A pesar de la admonición de Leonardo da Vinci sobre la locura de preparar oro a partir de mercurio y azufre (En las minas de oro no hay ni mercurio ni azufre, no hay fuego ni otra fuente de calor, ¿por qué pierdes el tiempo en tu horno?), los alquimistas continuaron durante los siglos siguientes con sus intentos, a veces imitativos, a veces fraudulentos. Por ejemplo: aumentar el peso del oro con algo de mercurio, plata y cobre; preparar el polvo púrpura calentando una mezcla de seis sustancias de las cuales el azufre y el mercurio son innecesarios para obtener el producto que se consigue; teñir vidrios con disoluciones de oro a imitación del rubí; ‘transmutar’ hierro en cobre introduciendo una varilla de hierro en una disolución de una sal de cobre, con lo que éste se deposita sobre la varilla; etcétera.

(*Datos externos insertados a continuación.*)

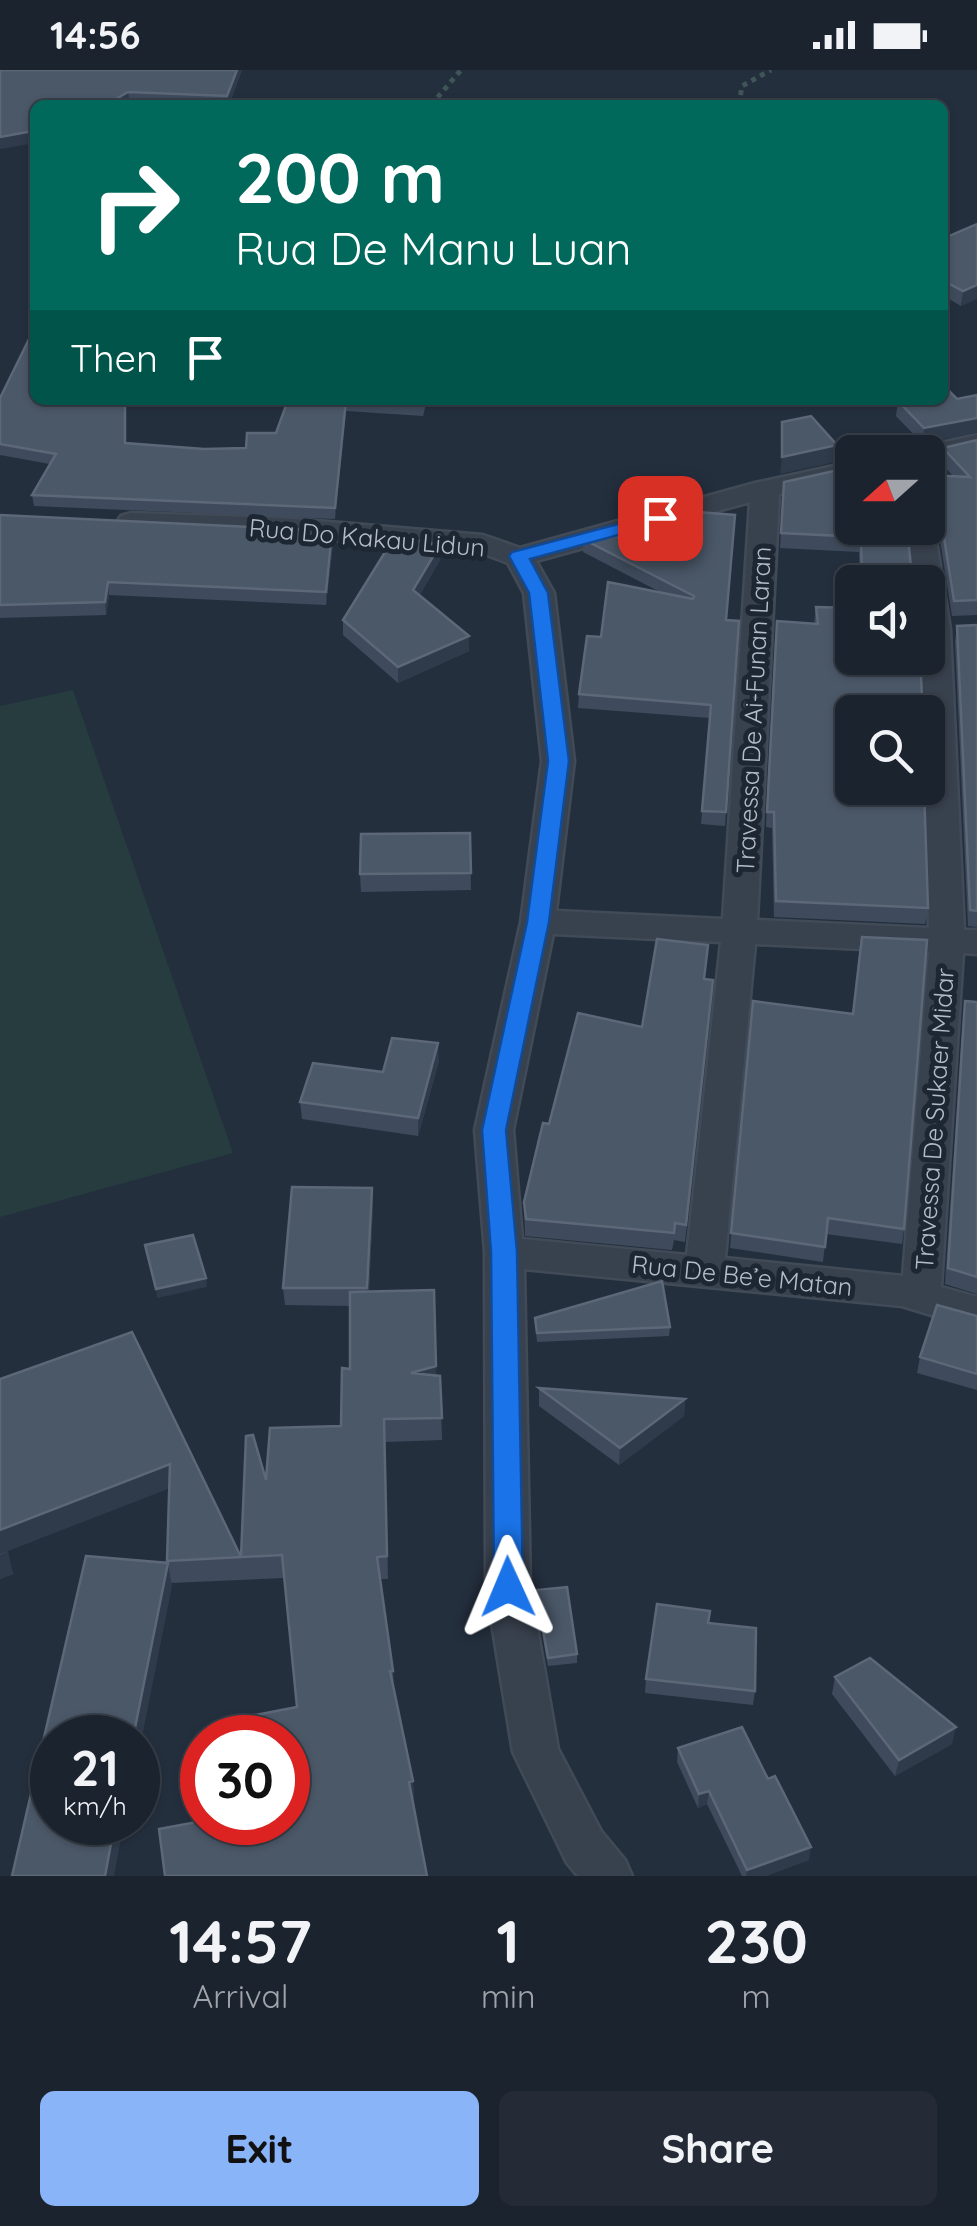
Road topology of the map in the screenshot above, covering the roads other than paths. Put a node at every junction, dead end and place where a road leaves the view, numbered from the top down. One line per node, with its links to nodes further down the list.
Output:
1 (977, 443): 2 (street)
2 (945, 450)
3 (835, 474): 4 (street)
4 (765, 489): 7 (street); 9 (street, Travessa De Ai-Funan Laran)
5 (95, 521): 7 (street, Rua Do Kakau Lidun)
6 (925, 545): 10 (street, Travessa De Sukaer Midar)
7 (519, 556): 8 (street, Rua Do Kakau Lidun)
8 (538, 922): 9 (street); 11 (street, Rua Do Kakau Lidun)
9 (741, 931): 10 (street); 12 (street, Travessa De Ai-Funan Laran)
10 (962, 942): 13 (street, Travessa De Sukaer Midar)
11 (504, 1252): 12 (street, Rua De Be’e Matan); 15 (street, Rua Do Kakau Lidun)
12 (704, 1271): 13 (street, Rua De Be’e Matan)
13 (921, 1296): 14 (street, Rua De Be’e Matan)
14 (977, 1313)
15 (608, 1876)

El metalúrgico español del siglo XVII Álvaro Alonso Barba decía que la alquimia era un nombre odioso por la multitud de ignorantes que con sus embustes lo habían desacreditado, aunque él seguía creyendo que los metales se generaban continuamente a partir de la exhalación húmeda y untuosa y de la tierra viscosa y grasa. No solo el lepero Barba, también el matemático inglés John Dee, que hacía sesiones de magia, el belga Glauber, que sintetizó ácido clorhídrico a partir de sal común y ácido sulfúrico, obteniendo un residuo al que llamó ‘sal mirabilis’ (sulfato de sodio) por sus maravillosas propiedades, y el holandés van Helmont, descubridor del dióxido de carbono e inventor de la palabra gas, fueron creyentes y practicantes alquímicos, en contra de la opinión del canciller y filósofo inglés Francis Bacon, quien abogaba por otra alquimia operativa y práctica que producía mayores beneficios. Un siglo más tarde, en el XVIII, hasta el gran Isaac Newton seguía perdiendo el tiempo con los procesos alquímicos, e incluso después de aparecer Antoine Lavoisier, el verdadero padre de la química, el que con sus pesadas y medidas sentó las primeras bases de la teoría, a los rosacruces, modernos gnósticos, les parecía que la química era demasiado limitada en sus objetivos, ya que no estudiaba la relación entre el hombre y el cosmos.